Bayesian Inference

Model

What's expected of a model is to predict a target $y$ based on its input $x$. So usually it involves the procedure of fitting (or training, learning based on the data), tuning the parameters, and predicting in the deployment.

In the mathematical terminology, given a dataset $\mathrm{D} = \{x_i,y_i\}^N_{i=1}=(\mathbb{x},\mathbb{y})$ of N pairs of inputs $x_i$ and targets (outputs) $y_i$, we would like to have a model $\mathcal{M}$ with function $f$ and parameters $\theta$ to give accurate predictions.

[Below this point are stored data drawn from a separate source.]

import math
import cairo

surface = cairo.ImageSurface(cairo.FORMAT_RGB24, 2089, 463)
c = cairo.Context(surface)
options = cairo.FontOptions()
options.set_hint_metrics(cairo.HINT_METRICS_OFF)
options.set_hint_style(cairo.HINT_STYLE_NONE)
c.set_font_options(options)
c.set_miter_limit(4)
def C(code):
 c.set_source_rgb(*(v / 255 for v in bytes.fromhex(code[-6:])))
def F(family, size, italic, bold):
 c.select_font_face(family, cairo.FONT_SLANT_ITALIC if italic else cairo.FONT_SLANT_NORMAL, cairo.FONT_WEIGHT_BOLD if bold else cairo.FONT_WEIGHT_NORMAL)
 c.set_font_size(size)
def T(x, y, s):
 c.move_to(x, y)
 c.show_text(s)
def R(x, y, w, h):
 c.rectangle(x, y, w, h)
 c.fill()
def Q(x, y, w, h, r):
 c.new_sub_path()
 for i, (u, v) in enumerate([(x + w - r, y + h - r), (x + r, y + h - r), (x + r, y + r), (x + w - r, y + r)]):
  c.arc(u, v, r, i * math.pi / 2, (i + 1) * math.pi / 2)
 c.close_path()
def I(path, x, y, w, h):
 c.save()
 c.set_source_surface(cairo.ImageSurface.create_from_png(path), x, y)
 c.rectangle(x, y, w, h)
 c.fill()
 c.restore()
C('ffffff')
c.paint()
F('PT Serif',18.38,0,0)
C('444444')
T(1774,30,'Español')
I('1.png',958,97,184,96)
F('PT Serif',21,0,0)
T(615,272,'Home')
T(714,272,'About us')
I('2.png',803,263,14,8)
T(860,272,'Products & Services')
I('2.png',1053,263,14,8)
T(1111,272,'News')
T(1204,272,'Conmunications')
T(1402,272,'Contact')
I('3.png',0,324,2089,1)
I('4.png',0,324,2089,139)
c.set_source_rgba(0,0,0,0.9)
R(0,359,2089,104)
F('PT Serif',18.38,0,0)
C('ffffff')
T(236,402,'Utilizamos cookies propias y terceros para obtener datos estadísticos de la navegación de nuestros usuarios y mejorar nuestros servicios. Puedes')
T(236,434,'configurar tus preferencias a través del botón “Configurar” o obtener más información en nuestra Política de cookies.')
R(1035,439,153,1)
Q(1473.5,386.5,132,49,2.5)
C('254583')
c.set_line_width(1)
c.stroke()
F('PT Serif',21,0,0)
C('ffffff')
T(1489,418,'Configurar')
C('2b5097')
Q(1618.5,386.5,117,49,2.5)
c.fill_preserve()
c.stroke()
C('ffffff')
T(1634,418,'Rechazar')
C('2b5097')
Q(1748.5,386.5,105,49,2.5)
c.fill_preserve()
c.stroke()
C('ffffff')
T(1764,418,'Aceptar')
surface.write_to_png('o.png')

For example, the polynomial regression,

$$f_\mathbb{w}(x) = w_0+w_1x+w_2x^2+\cdots+w_Mx^M$$

Can be interpreted as follows, the model $\mathcal{M}$ is assumed to be the polynomial regression model, the paramters $\theta=(w_0,w_1,...,w_M,M)=(\mathbb{w},M)$, and using $f_\mathbb{w}\sim y$.

To be more compact, the function can be rewritten in the form of basis functions, which is a transformation of the input $\phi_j(x)=x^j$, so $f_\mathbb{w}(x_i)=\sum^M_{j=1}w_j\phi_j(x_i)$. All the inputs and outputs can be stacked up in a matrix form $\Phi_{ij}=\phi_j(x_i)$,

$$\mathbb{f}_\mathbb{w}(\mathbb{x})=\begin{pmatrix}f_\mathbb{w}(x_1)\\f_\mathbb{w}(x_2)\\\vdots\\f_\mathbb{w}(x_N)\end{pmatrix}=\begin{pmatrix}1& \cdots & x_1^M\\\vdots &\ddots & \vdots\\1 & \cdots & x_N^M\end{pmatrix}\begin{pmatrix}w_0\\w_1\\\vdots\\w_M\end{pmatrix}=\Phi\mathbb{w}$$

Loss

To estimate the performance of the model, a scalar L2 loss (error) is commonly used.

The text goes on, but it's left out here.